**REQUIREMENT**
Set every record down again, identical to the original.
== DATA IN THIS EXERCISE ==
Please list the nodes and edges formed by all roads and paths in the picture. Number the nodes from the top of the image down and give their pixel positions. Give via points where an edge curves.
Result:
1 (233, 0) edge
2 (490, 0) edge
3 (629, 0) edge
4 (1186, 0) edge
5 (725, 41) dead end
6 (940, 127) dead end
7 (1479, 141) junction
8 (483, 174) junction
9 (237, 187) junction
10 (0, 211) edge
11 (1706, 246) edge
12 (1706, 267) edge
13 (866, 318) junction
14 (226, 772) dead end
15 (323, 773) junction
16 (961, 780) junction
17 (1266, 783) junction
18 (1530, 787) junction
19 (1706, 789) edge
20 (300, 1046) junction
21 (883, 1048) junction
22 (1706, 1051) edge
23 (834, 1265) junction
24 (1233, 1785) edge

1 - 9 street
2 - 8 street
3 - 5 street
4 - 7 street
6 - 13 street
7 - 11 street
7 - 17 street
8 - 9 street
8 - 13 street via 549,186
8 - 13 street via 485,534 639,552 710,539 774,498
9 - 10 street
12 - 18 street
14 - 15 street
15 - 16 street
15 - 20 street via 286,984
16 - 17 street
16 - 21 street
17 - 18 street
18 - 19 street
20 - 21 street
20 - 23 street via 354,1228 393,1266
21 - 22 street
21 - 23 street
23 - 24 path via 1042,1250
===
**RESPONSE AREA**
Please list the nodes and edges formed by all roads and paths in the picture. Number the nodes from the top of the image down and give their pixel positions. Give via points where an edge curves.
Result:
1 (233, 0) edge
2 (490, 0) edge
3 (629, 0) edge
4 (1186, 0) edge
5 (725, 41) dead end
6 (940, 127) dead end
7 (1479, 141) junction
8 (483, 174) junction
9 (237, 187) junction
10 (0, 211) edge
11 (1706, 246) edge
12 (1706, 267) edge
13 (866, 318) junction
14 (226, 772) dead end
15 (323, 773) junction
16 (961, 780) junction
17 (1266, 783) junction
18 (1530, 787) junction
19 (1706, 789) edge
20 (300, 1046) junction
21 (883, 1048) junction
22 (1706, 1051) edge
23 (834, 1265) junction
24 (1233, 1785) edge

1 - 9 street
2 - 8 street
3 - 5 street
4 - 7 street
6 - 13 street
7 - 11 street
7 - 17 street
8 - 9 street
8 - 13 street via 549,186
8 - 13 street via 485,534 639,552 710,539 774,498
9 - 10 street
12 - 18 street
14 - 15 street
15 - 16 street
15 - 20 street via 286,984
16 - 17 street
16 - 21 street
17 - 18 street
18 - 19 street
20 - 21 street
20 - 23 street via 354,1228 393,1266
21 - 22 street
21 - 23 street
23 - 24 path via 1042,1250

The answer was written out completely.